I close my eyes, reveling in the feel. “How is it different?”

“Because I didn’t feel this way about her.”

“What way?” I push, because I need to hear him say it.

“Like I’m already doing the math on how much gas will cost to get from Poughkeepsie to Lennox when the summer’s over. And I’m wondering how much I can set aside in phone cards so I can text you.”

“I’ll send you cards,” I rush to say, my heart swelling as I shift onto my side so I’m facing him, our noses pressed together. “And I’m getting a car in the fall, so I can come out to see you, too. Every weekend. Or almost every weekend. I don’t know. I’ll try.”

“Your parents are going to let you do that?”

I burrow in closer, until we’re touching from our noses all the way to our toes and my arm is curled around him. “I don’t care. I’m coming.”

He presses his lips to mine. “I’m crazy about you, Piper.”

“I’m so crazy about you, Kyle.” I think I’m in love with you. The words are there, on the tip of my tongue, wanting to leap off.

He reaches up to stroke my hair off my face. “We’re not going to let things go too far tonight.”

“We’re not?”

“No. Shane said he’s going home next Saturday, too. There’s no rush, and I want you to want to.”

“I do want to,” I’m quick to say.

Kyle smiles softly. “I want you to be totally ready.”

I can’t answer as quickly. Maybe because I know I’m trying to convince myself more than him. I do want to be with Kyle but maybe I need more time. The fact that my body relaxed the second he said that confirms it.

It has only been three weeks. Three of the best weeks of my life, but still, only three weeks.

“So what are we going to do, then?”

“I was thinking we could start with this . . .” He gently pushes my shoulder until I’m lying on my back again and then leans over to press his mouth against mine, his tongue sliding over the seam of my lips until I allow him in.

I could get lost in Kyle’s mouth for days, the way he kisses—with such focus, as if he’d be satisfied going no farther—intoxicating.

And at the same time frustrating, as my body begins to ache for more.

“Can we pick up where we left off last Saturday?” I hear myself ask.

He answers by working my T-shirt up over my stomach, over my chest.

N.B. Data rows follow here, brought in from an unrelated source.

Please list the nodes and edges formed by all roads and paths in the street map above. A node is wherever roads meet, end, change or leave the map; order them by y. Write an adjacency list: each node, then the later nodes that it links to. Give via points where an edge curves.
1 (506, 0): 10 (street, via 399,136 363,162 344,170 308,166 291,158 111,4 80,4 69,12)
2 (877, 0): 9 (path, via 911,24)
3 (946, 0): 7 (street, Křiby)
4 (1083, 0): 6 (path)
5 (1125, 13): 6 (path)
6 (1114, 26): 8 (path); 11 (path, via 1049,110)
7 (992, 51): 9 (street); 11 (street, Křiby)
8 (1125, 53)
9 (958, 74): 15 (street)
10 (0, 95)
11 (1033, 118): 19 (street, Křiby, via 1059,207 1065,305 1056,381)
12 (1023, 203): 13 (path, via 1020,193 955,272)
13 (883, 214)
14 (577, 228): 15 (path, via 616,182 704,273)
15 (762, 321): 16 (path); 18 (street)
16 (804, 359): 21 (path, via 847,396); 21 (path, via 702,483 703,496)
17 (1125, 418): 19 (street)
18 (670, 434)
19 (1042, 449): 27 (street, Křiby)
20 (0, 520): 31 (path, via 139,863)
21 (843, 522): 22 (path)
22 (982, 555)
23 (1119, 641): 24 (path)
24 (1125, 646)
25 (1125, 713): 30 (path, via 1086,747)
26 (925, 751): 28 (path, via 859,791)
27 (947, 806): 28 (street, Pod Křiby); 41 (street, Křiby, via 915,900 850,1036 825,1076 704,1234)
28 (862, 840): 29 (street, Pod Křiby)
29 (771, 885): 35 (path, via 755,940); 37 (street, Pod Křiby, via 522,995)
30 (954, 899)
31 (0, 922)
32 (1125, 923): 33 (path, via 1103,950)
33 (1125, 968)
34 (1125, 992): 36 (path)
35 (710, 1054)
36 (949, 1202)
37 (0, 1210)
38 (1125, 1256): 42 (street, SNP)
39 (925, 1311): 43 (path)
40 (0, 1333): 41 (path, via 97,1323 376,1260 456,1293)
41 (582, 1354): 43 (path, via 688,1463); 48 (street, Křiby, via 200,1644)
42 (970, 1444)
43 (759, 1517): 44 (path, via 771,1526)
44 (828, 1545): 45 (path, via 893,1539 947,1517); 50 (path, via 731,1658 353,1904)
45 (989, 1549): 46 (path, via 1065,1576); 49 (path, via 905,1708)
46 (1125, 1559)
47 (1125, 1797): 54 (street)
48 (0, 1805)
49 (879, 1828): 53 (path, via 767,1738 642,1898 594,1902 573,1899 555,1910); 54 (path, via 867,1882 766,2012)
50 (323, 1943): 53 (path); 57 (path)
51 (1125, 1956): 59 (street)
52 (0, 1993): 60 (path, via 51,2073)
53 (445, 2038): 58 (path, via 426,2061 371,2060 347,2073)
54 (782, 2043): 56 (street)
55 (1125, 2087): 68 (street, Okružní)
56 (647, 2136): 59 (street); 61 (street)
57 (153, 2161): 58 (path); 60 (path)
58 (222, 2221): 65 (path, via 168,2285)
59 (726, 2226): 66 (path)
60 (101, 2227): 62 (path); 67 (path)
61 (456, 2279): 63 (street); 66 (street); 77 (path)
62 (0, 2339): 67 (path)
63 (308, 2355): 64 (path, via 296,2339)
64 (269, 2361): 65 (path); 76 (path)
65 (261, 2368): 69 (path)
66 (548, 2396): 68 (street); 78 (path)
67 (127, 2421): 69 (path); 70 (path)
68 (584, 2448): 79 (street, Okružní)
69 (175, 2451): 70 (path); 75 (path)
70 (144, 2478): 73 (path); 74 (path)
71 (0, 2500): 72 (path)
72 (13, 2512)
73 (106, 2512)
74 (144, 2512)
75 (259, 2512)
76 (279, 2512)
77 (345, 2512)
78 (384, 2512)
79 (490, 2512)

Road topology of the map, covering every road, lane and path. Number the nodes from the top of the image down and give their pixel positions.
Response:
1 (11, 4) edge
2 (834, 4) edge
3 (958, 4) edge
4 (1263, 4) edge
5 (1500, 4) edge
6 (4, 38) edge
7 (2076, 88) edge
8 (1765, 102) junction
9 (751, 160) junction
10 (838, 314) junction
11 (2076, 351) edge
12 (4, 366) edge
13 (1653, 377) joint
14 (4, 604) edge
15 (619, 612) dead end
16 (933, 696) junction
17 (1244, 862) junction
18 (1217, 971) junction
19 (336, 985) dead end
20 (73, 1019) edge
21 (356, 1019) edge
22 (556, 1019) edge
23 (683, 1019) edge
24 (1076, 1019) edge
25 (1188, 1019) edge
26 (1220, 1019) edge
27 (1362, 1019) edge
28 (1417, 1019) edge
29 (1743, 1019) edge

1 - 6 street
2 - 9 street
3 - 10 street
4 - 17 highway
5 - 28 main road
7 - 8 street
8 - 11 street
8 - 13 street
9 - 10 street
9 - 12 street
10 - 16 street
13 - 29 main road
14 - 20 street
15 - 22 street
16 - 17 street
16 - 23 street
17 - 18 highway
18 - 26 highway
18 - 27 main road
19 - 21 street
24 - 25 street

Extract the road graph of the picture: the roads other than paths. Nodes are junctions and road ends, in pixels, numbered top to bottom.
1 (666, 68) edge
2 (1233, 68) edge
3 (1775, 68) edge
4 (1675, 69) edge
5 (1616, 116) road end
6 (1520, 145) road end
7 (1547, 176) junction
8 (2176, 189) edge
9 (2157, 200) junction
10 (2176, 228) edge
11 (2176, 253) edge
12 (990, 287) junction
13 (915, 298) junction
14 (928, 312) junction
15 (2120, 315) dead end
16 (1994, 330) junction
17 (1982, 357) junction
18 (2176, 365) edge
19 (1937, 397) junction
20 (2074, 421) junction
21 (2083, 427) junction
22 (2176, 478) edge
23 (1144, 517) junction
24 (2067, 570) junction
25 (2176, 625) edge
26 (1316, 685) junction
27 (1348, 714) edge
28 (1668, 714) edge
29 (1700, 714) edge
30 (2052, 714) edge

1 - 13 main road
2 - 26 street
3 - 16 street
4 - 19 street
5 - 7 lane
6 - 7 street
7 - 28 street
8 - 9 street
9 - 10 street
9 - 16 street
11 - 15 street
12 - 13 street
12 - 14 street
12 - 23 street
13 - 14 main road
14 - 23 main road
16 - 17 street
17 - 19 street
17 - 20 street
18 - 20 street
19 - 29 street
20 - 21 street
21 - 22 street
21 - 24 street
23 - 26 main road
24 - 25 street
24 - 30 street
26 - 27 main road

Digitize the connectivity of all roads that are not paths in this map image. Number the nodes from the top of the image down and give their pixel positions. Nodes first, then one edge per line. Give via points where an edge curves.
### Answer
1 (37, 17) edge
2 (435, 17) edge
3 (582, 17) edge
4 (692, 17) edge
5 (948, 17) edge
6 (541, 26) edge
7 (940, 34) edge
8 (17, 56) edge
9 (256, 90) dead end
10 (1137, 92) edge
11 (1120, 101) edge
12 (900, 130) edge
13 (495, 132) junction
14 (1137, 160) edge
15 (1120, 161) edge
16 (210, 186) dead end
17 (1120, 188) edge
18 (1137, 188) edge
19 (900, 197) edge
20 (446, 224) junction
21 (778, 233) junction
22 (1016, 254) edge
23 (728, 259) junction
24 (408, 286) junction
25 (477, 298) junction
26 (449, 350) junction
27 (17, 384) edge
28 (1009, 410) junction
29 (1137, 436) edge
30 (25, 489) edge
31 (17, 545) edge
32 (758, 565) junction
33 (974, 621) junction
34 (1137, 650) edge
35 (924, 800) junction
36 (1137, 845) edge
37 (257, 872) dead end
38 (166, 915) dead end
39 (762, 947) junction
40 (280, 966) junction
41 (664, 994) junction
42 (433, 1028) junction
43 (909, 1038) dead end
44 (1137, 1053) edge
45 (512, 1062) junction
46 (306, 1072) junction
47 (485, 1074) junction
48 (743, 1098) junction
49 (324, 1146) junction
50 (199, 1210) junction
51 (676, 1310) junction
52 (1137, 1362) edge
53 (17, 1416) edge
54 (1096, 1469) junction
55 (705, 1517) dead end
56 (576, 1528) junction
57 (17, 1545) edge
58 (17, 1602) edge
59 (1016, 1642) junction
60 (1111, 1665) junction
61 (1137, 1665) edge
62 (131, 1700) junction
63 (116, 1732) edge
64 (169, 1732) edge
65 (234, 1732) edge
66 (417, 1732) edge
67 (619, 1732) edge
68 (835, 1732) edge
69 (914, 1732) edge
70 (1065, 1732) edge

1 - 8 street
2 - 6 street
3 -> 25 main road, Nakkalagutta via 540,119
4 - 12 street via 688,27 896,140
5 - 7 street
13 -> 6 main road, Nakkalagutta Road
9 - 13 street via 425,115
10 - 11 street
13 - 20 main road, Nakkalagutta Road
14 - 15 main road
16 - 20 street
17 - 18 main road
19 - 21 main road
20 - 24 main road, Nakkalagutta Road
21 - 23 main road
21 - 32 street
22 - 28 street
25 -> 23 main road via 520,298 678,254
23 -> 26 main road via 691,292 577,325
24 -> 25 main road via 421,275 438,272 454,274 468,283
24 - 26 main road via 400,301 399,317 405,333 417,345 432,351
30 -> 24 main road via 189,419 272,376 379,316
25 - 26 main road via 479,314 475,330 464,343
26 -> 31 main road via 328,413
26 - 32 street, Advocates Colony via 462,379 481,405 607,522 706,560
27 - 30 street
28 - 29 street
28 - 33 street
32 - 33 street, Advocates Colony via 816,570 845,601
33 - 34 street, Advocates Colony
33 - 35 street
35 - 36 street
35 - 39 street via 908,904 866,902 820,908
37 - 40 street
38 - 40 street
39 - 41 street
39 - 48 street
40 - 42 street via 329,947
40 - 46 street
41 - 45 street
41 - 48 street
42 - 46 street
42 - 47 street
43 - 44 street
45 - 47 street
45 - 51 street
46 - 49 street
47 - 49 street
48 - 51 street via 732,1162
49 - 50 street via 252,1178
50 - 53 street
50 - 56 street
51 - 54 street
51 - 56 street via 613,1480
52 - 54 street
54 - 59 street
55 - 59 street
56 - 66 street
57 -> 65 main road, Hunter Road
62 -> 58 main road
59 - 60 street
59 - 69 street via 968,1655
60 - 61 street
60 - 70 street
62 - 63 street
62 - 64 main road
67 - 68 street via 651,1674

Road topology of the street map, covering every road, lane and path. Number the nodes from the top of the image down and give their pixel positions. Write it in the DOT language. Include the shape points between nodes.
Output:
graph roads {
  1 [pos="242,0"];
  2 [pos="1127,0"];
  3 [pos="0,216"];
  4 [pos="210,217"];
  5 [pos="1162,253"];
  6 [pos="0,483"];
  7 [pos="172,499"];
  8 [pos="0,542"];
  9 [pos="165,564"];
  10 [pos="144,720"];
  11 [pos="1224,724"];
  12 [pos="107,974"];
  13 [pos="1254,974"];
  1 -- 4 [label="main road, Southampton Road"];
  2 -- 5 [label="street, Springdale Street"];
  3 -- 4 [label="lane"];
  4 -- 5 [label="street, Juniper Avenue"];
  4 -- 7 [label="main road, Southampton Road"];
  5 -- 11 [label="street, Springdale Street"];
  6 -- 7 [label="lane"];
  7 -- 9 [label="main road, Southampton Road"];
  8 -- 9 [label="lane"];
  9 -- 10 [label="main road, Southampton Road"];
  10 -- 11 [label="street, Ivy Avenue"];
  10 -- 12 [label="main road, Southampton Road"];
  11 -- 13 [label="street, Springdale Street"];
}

I lift my arms to help him slide it over my head. He’s yanking his shirt off seconds after, tossing it in a heap on the floor.

I’m more excited than nervous as I reach up to push the clasp in the front of my powder-blue lace bra. It pops open and Kyle makes a soft sound.

“Wear more of this kind,” he murmurs, lowering his mouth over a nipple, the warmth of his mouth sending shivers down my stomach.

Steeling my nerve, I unfasten my shorts and work them down over my hips and legs, shaking them off my ankles.

Kyle’s breath catches as he peers down to regard my powder-blue panties. “Have I ever told you that I have a thing for matching underwear?”

I giggle. “No.”

“I do.” He shifts back to my mouth, to smile against it as his hand travels down over my abdomen, slipping beneath the elastic band. “Anything you want, I’ll do it.” His lips press against mine at the same time that his fingers skate over me, pulling a gasp from my lungs.

This time, there is no loud camp director shouting at us.

No annoying friend jumping off the cliff.

Nothing to interrupt me from experiencing my first time falling apart beneath a boy’s touch.

And when my ragged breathing has subsided, when I’ve come down from the clouds to Kyle’s mouth pressed against my neck, I reach over, gingerly unfasten his zipper, and push his shorts down over his hips.